Я сказал Адольфу, что сдал вступительный экзамен в Консерваторию хорошо, и был рад, что теперь могу приступить к учебе. Адольф сказал напрямик: «Я и понятия не имел, что у меня такой шустрый друг». Это звучало не слишком лестно, но я привык к таким его замечаниям. Очевидно, у него был критический период, он был очень раздражительным и резко затыкал меня, когда я начинал говорить о своих занятиях. В конце концов он примирился с роялем. Он заметил, что тоже сможет немного попрактиковаться. Я сказал, что буду рад учить его, но здесь снова его задел. В дурном расположении духа он огрызнулся: «Можешь сам заниматься своими гаммами и прочей чепухой. Я обойдусь». Потом он снова успокоился и сказал примирительно: «Зачем мне становиться музыкантом, Густл? В конце концов, у меня есть ты!»

Мы жили чрезвычайно скромно. Безусловно, я не мог многого себе позволить на ежемесячное пособие, которое выделил мне мой отец. Регулярно, в начале каждого месяца, Адольф получал определенную сумму от своего опекуна. Я не знаю, насколько она была велика; быть может, всего 25 крон сиротской пенсии, из которой он должен был сразу же заплатить фрау Цакрис 10 крон. Возможно, сумма была больше, если его опекун выплачивал деньги частями из той суммы, которую могли оставить ему родители. Наверное, родственники помогали ему, например горбатая тетя Йоханна, но я не знаю точно. Я знаю только, что даже тогда Адольф часто ходил голодным, хотя не признавался в этом мне.

Что было на столе у Адольфа в обычные дни? Бутылка молока, буханка хлеба, немного масла. На обед он часто покупал кусок пирога с маком или с орехами. Вот это у него было. Каждые две недели моя матушка присылала посылку с продуктами, и тогда мы пировали. Но в денежных вопросах Адольф был очень точен. Я никогда не знал, как много или, скорее, как мало денег у него было. Без сомнения, он втайне стыдился этого. Время от времени его охватывал гнев, и он начинал яростно кричать: «Ну, не собачья ли это жизнь?!» Тем не менее он был счастлив и доволен, когда мы еще раз могли пойти в Оперу, или послушать концерт, или почитать интересную книгу.

На протяжении долгого времени я не мог выяснить, где он обедает. Любые вопросы на эту тему сердито отметались – это не было темой для обсуждения. Так как у меня было немного свободного времени во второй половине дня, я иногда приходил домой сразу после обеда, но никогда не заставал Адольфа дома. Может быть, он сидел в бесплатной столовой на Линиенгассе, где я иногда обедал сам. Нет, его там не было. Я шел в Ауге Готтес, дешевую муниципальную столовую. И там его не было. Когда я спрашивал его вечером, почему он никогда не ходит в бесплатную столовую, он произносил длинную речь об этих презренных заведениях, бесплатных столовых, которые лишь символ разделения общества на классы.

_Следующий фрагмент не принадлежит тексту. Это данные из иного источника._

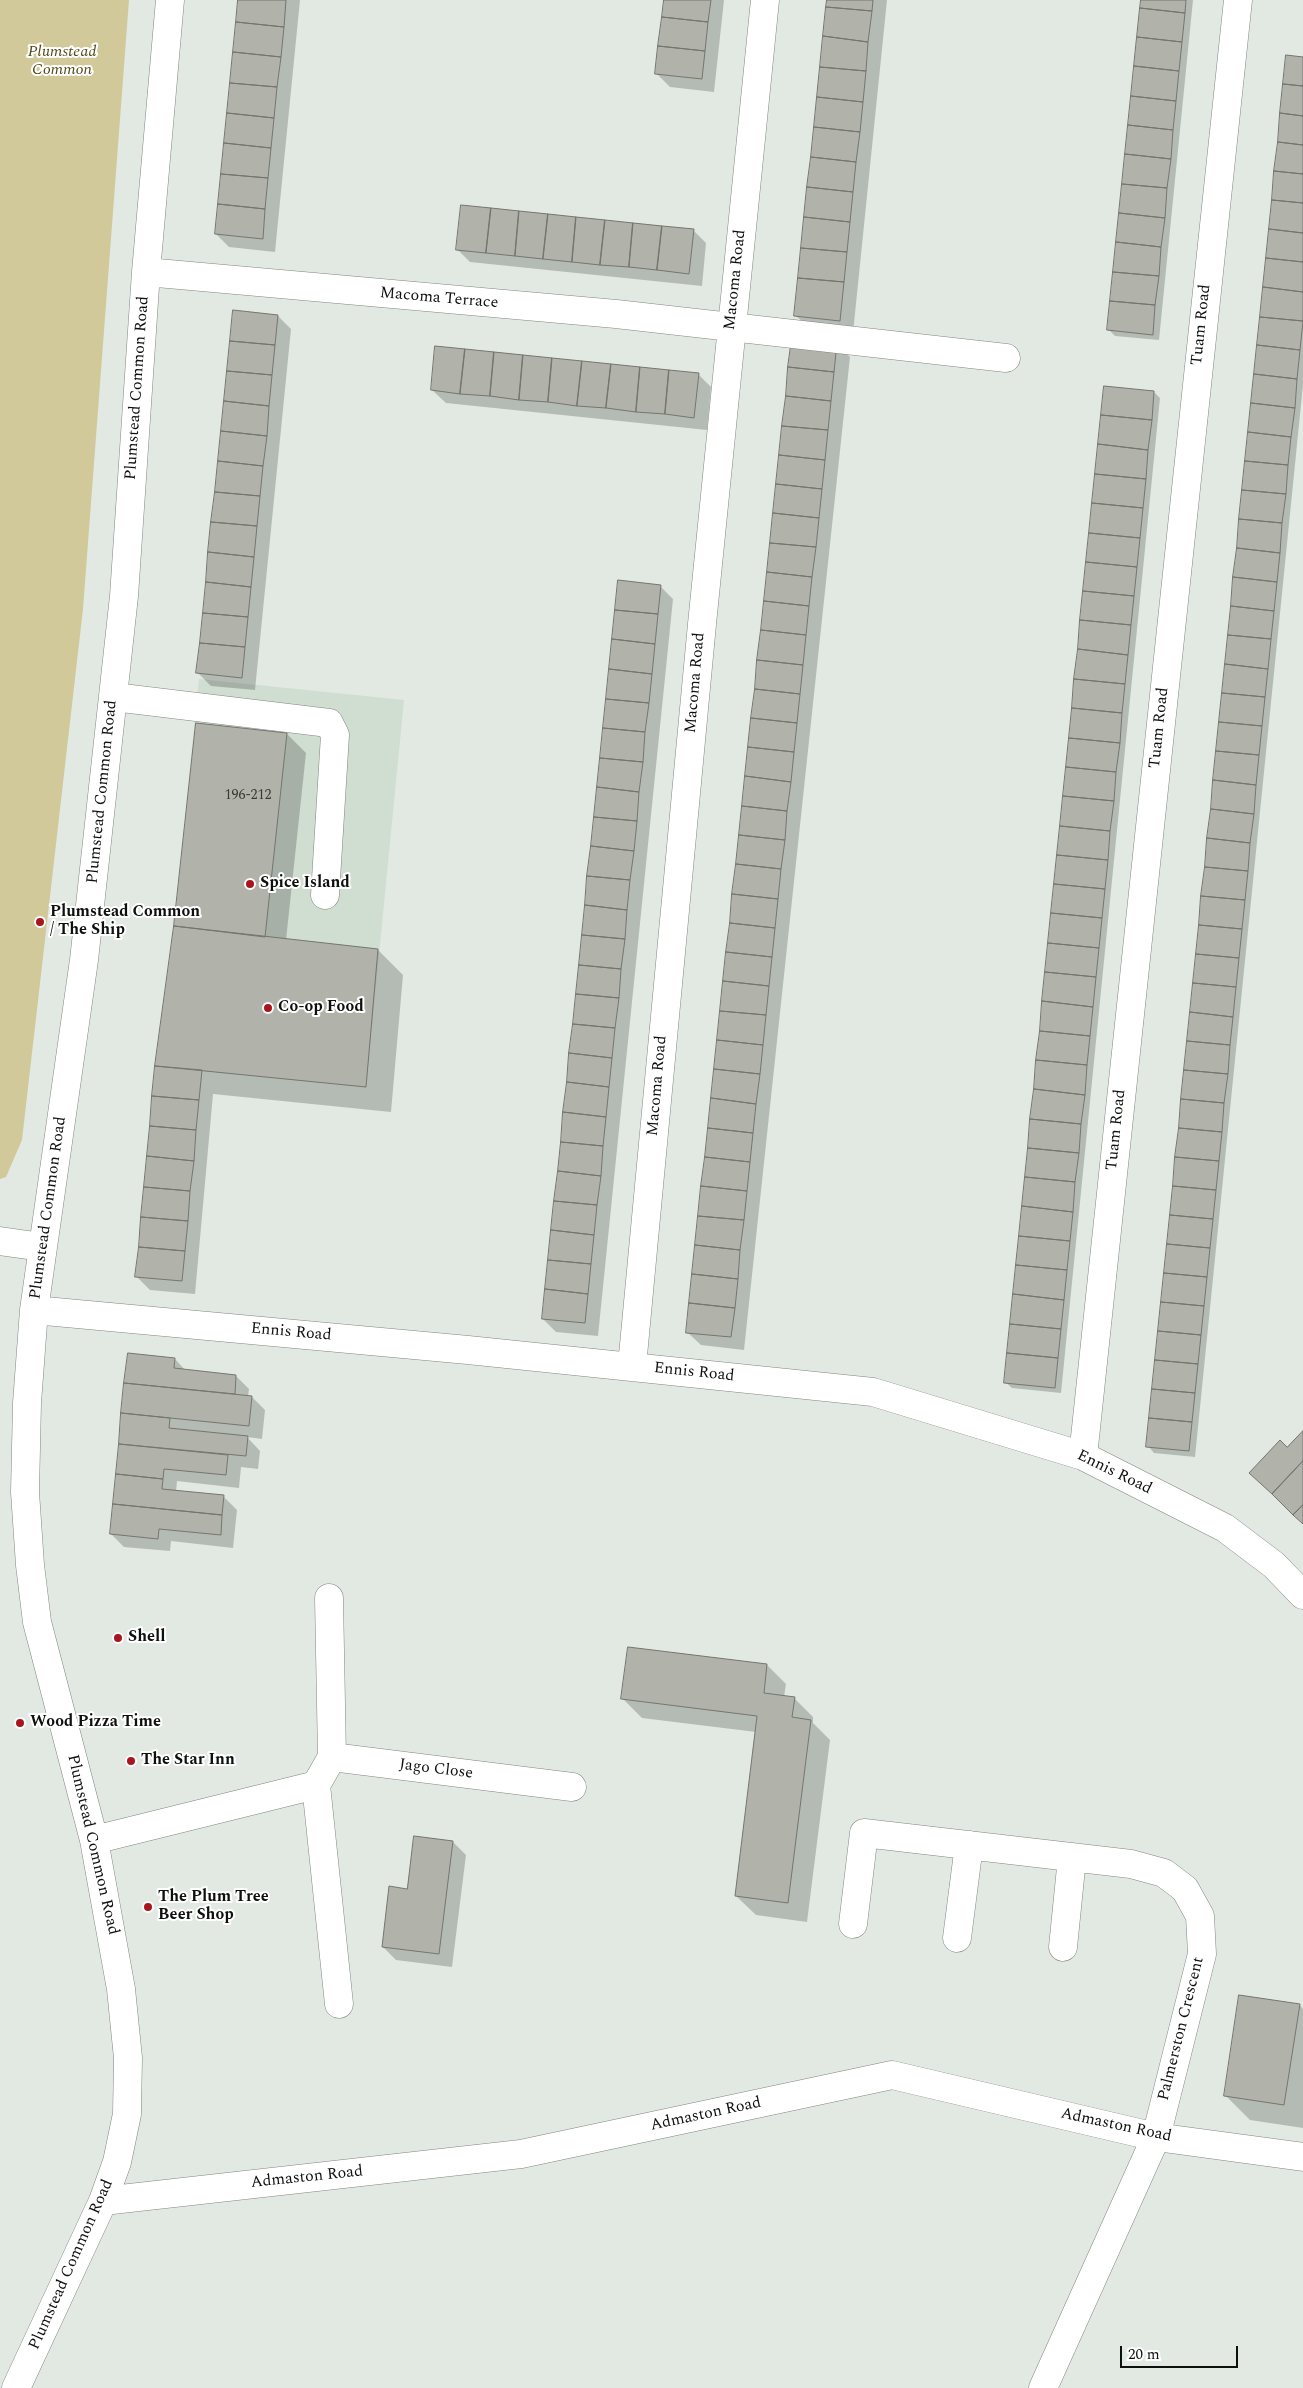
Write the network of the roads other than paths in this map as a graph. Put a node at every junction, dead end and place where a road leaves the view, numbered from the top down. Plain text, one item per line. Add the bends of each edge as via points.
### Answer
1 (170, 0) edge
2 (765, 0) edge
3 (1238, 0) edge
4 (146, 272) junction
5 (732, 326) junction
6 (1006, 358) dead end
7 (114, 696) junction
8 (325, 895) dead end
9 (0, 1241) edge
10 (42, 1247) junction
11 (34, 1310) junction
12 (632, 1366) junction
13 (1083, 1456) junction
14 (1303, 1595) edge
15 (329, 1598) dead end
16 (332, 1757) junction
17 (316, 1785) junction
18 (572, 1787) dead end
19 (94, 1840) junction
20 (969, 1845) junction
21 (1072, 1858) junction
22 (853, 1924) dead end
23 (956, 1938) dead end
24 (1063, 1946) dead end
25 (339, 2004) dead end
26 (1156, 2137) junction
27 (1303, 2157) edge
28 (103, 2201) junction
29 (16, 2388) edge
30 (1043, 2388) edge

1 - 4 street, Plumstead Common Road
2 - 5 street, Macoma Road
3 - 13 street, Tuam Road
4 - 5 street, Macoma Terrace
4 - 7 street, Plumstead Common Road
5 - 6 street, Macoma Terrace
5 - 12 street, Macoma Road
7 - 8 street via 329,724 335,735
7 - 10 street, Plumstead Common Road via 84,960
9 - 10 street
10 - 11 street, Plumstead Common Road
11 - 12 street, Ennis Road
11 - 19 street, Plumstead Common Road via 27,1403 30,1565 37,1622
12 - 13 street, Ennis Road via 873,1392
13 - 14 street, Ennis Road via 1226,1528 1274,1565
15 - 16 street
16 - 17 street
16 - 18 street, Jago Close
17 - 19 street
17 - 25 street
19 - 28 street, Plumstead Common Road via 121,1989 128,2058 127,2114 117,2162
20 - 21 street, Palmerston Crescent
20 - 22 street, Palmerston Crescent via 864,1833
20 - 23 street
21 - 24 street
21 - 26 street, Palmerston Crescent via 1131,1864 1164,1873 1186,1889 1200,1916 1202,1954
26 - 27 street, Admaston Road
26 - 28 street, Admaston Road via 892,2075 521,2154
26 - 30 street, Palmerston Crescent
28 - 29 street, Plumstead Common Road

Как студенту-заочнику университета мне было разрешено есть в университетской столовой. Это была еще старая столовая, так как новая, построенная Союзом немецких школ, тогда еще не существовала. И я мог доставать талоны на дешевые обеды для Адольфа, и в конце концов он согласился пойти со мной. Я знал, как сильно он любит сладости, так что помимо основного блюда брал несколько пирожков.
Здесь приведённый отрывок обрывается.